**PROBLEM TO WORK ON**
Track down each line below containing the string "edges" and copy it.

**RECORD SET**
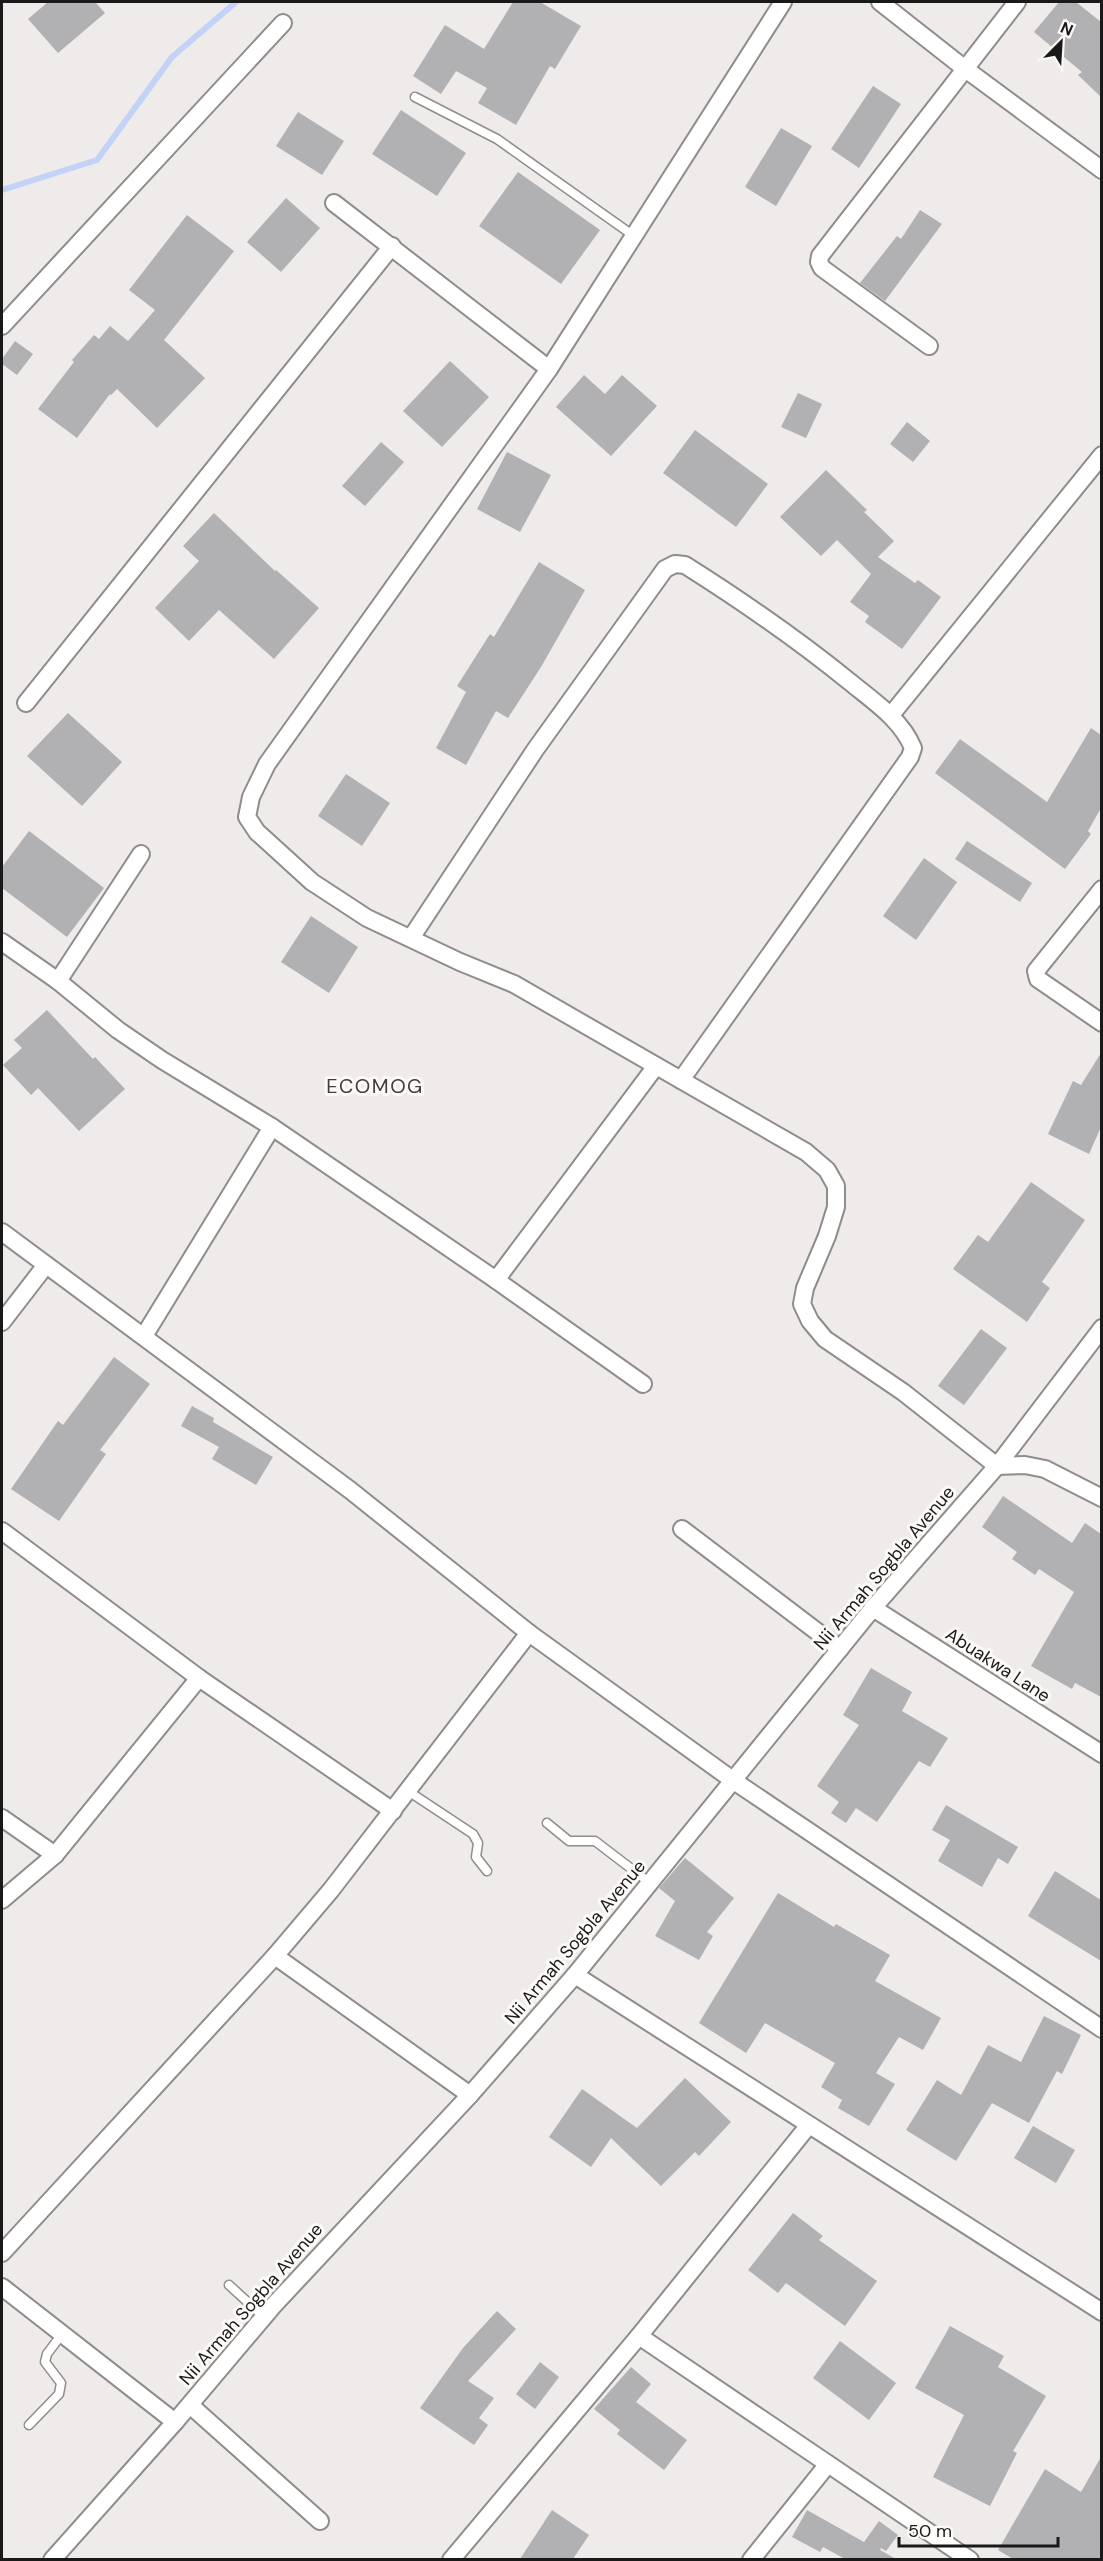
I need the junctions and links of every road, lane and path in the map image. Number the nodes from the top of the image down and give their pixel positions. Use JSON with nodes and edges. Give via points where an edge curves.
{"nodes":[{"id":1,"x":783,"y":2,"type":"edge"},
{"id":2,"x":880,"y":2,"type":"edge"},
{"id":3,"x":1017,"y":2,"type":"edge"},
{"id":4,"x":283,"y":23,"type":"dead end"},
{"id":5,"x":964,"y":68,"type":"junction"},
{"id":6,"x":415,"y":97,"type":"dead end"},
{"id":7,"x":1101,"y":170,"type":"edge"},
{"id":8,"x":334,"y":203,"type":"dead end"},
{"id":9,"x":634,"y":236,"type":"junction"},
{"id":10,"x":392,"y":246,"type":"junction"},
{"id":11,"x":2,"y":326,"type":"edge"},
{"id":12,"x":929,"y":346,"type":"dead end"},
{"id":13,"x":549,"y":369,"type":"junction"},
{"id":14,"x":1101,"y":455,"type":"edge"},
{"id":15,"x":26,"y":703,"type":"dead end"},
{"id":16,"x":891,"y":715,"type":"junction"},
{"id":17,"x":141,"y":854,"type":"dead end"},
{"id":18,"x":1101,"y":889,"type":"edge"},
{"id":19,"x":411,"y":938,"type":"junction"},
{"id":20,"x":2,"y":942,"type":"edge"},
{"id":21,"x":58,"y":981,"type":"junction"},
{"id":22,"x":1101,"y":1023,"type":"edge"},
{"id":23,"x":656,"y":1066,"type":"junction"},
{"id":24,"x":681,"y":1080,"type":"junction"},
{"id":25,"x":272,"y":1127,"type":"junction"},
{"id":26,"x":2,"y":1232,"type":"edge"},
{"id":27,"x":46,"y":1264,"type":"junction"},
{"id":28,"x":496,"y":1280,"type":"junction"},
{"id":29,"x":2,"y":1322,"type":"edge"},
{"id":30,"x":1101,"y":1328,"type":"edge"},
{"id":31,"x":144,"y":1336,"type":"junction"},
{"id":32,"x":643,"y":1384,"type":"dead end"},
{"id":33,"x":997,"y":1466,"type":"junction"},
{"id":34,"x":1101,"y":1498,"type":"edge"},
{"id":35,"x":682,"y":1529,"type":"dead end"},
{"id":36,"x":2,"y":1531,"type":"edge"},
{"id":37,"x":873,"y":1608,"type":"junction"},
{"id":38,"x":529,"y":1634,"type":"junction"},
{"id":39,"x":840,"y":1649,"type":"junction"},
{"id":40,"x":199,"y":1678,"type":"junction"},
{"id":41,"x":1101,"y":1754,"type":"edge"},
{"id":42,"x":734,"y":1781,"type":"junction"},
{"id":43,"x":408,"y":1791,"type":"junction"},
{"id":44,"x":393,"y":1810,"type":"junction"},
{"id":45,"x":2,"y":1818,"type":"edge"},
{"id":46,"x":547,"y":1823,"type":"dead end"},
{"id":47,"x":54,"y":1855,"type":"junction"},
{"id":48,"x":487,"y":1871,"type":"dead end"},
{"id":49,"x":650,"y":1883,"type":"junction"},
{"id":50,"x":2,"y":1900,"type":"edge"},
{"id":51,"x":274,"y":1956,"type":"junction"},
{"id":52,"x":575,"y":1975,"type":"junction"},
{"id":53,"x":1101,"y":2029,"type":"edge"},
{"id":54,"x":470,"y":2095,"type":"junction"},
{"id":55,"x":809,"y":2125,"type":"junction"},
{"id":56,"x":2,"y":2253,"type":"edge"},
{"id":57,"x":229,"y":2285,"type":"dead end"},
{"id":58,"x":2,"y":2287,"type":"edge"},
{"id":59,"x":1101,"y":2312,"type":"edge"},
{"id":60,"x":264,"y":2317,"type":"junction"},
{"id":61,"x":62,"y":2334,"type":"junction"},
{"id":62,"x":639,"y":2336,"type":"junction"},
{"id":63,"x":190,"y":2405,"type":"junction"},
{"id":64,"x":175,"y":2422,"type":"junction"},
{"id":65,"x":29,"y":2425,"type":"dead end"},
{"id":66,"x":828,"y":2464,"type":"junction"},
{"id":67,"x":320,"y":2521,"type":"dead end"},
{"id":68,"x":52,"y":2559,"type":"edge"},
{"id":69,"x":451,"y":2559,"type":"edge"},
{"id":70,"x":751,"y":2559,"type":"edge"},
{"id":71,"x":970,"y":2559,"type":"edge"}],
"edges":[{"from":1,"to":9,"type":"street"},
{"from":2,"to":5,"type":"street"},
{"from":3,"to":5,"type":"street"},
{"from":4,"to":11,"type":"street"},
{"from":5,"to":7,"type":"street"},
{"from":5,"to":12,"type":"street","via":[[819,262]]},
{"from":6,"to":9,"type":"lane","via":[[497,139]]},
{"from":8,"to":10,"type":"street"},
{"from":9,"to":13,"type":"street"},
{"from":10,"to":13,"type":"street"},
{"from":10,"to":15,"type":"street"},
{"from":13,"to":19,"type":"street","via":[[267,764],[251,797],[247,817],[277,852],[312,882],[367,918]]},
{"from":14,"to":16,"type":"street"},
{"from":16,"to":19,"type":"street","via":[[764,615],[685,565],[675,564],[665,569],[535,750]]},
{"from":16,"to":24,"type":"street","via":[[909,739],[913,748],[910,757]]},
{"from":17,"to":21,"type":"street"},
{"from":18,"to":22,"type":"street","via":[[1036,971],[1038,979]]},
{"from":19,"to":23,"type":"street","via":[[514,984]]},
{"from":20,"to":21,"type":"street"},
{"from":21,"to":25,"type":"street","via":[[118,1030]]},
{"from":23,"to":24,"type":"street"},
{"from":23,"to":28,"type":"street"},
{"from":24,"to":33,"type":"street","via":[[796,1146],[827,1170],[836,1186],[836,1207],[805,1288],[802,1304],[810,1321],[825,1339],[903,1392]]},
{"from":25,"to":28,"type":"street"},
{"from":25,"to":31,"type":"street"},
{"from":26,"to":27,"type":"street"},
{"from":27,"to":29,"type":"street"},
{"from":27,"to":31,"type":"street"},
{"from":28,"to":32,"type":"street"},
{"from":30,"to":33,"type":"street","name":"Nii Armah Sogbla Avenue"},
{"from":31,"to":38,"type":"street","via":[[350,1491]]},
{"from":33,"to":34,"type":"street","via":[[1046,1469]]},
{"from":33,"to":37,"type":"street","name":"Nii Armah Sogbla Avenue"},
{"from":35,"to":39,"type":"street"},
{"from":36,"to":40,"type":"street"},
{"from":37,"to":39,"type":"street","name":"Nii Armah Sogbla Avenue"},
{"from":37,"to":41,"type":"street","name":"Abuakwa Lane"},
{"from":38,"to":42,"type":"street"},
{"from":38,"to":43,"type":"street"},
{"from":39,"to":42,"type":"street","name":"Nii Armah Sogbla Avenue"},
{"from":40,"to":44,"type":"street"},
{"from":40,"to":47,"type":"street"},
{"from":42,"to":49,"type":"street","name":"Nii Armah Sogbla Avenue"},
{"from":42,"to":53,"type":"street"},
{"from":43,"to":44,"type":"street"},
{"from":43,"to":48,"type":"lane","via":[[473,1834],[478,1844],[476,1857]]},
{"from":44,"to":51,"type":"street"},
{"from":45,"to":47,"type":"street"},
{"from":46,"to":49,"type":"lane","via":[[569,1841],[595,1840]]},
{"from":47,"to":50,"type":"street"},
{"from":49,"to":52,"type":"street","name":"Nii Armah Sogbla Avenue"},
{"from":51,"to":54,"type":"street"},
{"from":51,"to":56,"type":"street"},
{"from":52,"to":54,"type":"street","name":"Nii Armah Sogbla Avenue"},
{"from":52,"to":55,"type":"street"},
{"from":54,"to":60,"type":"street","name":"Nii Armah Sogbla Avenue"},
{"from":55,"to":59,"type":"street"},
{"from":55,"to":62,"type":"street"},
{"from":57,"to":60,"type":"lane"},
{"from":58,"to":61,"type":"street"},
{"from":60,"to":63,"type":"street","name":"Nii Armah Sogbla Avenue"},
{"from":61,"to":64,"type":"street"},
{"from":61,"to":65,"type":"lane","via":[[45,2362],[61,2383],[59,2394]]},
{"from":62,"to":66,"type":"street"},
{"from":62,"to":69,"type":"street"},
{"from":63,"to":64,"type":"street","name":"Nii Armah Sogbla Avenue"},
{"from":63,"to":67,"type":"street"},
{"from":64,"to":68,"type":"street","name":"Nii Armah Sogbla Avenue"},
{"from":66,"to":70,"type":"street"},
{"from":66,"to":71,"type":"street"}]}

**RESPONSE TO THE TASK**
I need the junctions and links of every road, lane and path in the map image. Number the nodes from the top of the image down and give their pixel positions. Use JSON with nodes and edges. Give via points where an edge curves.
"edges":[{"from":1,"to":9,"type":"street"},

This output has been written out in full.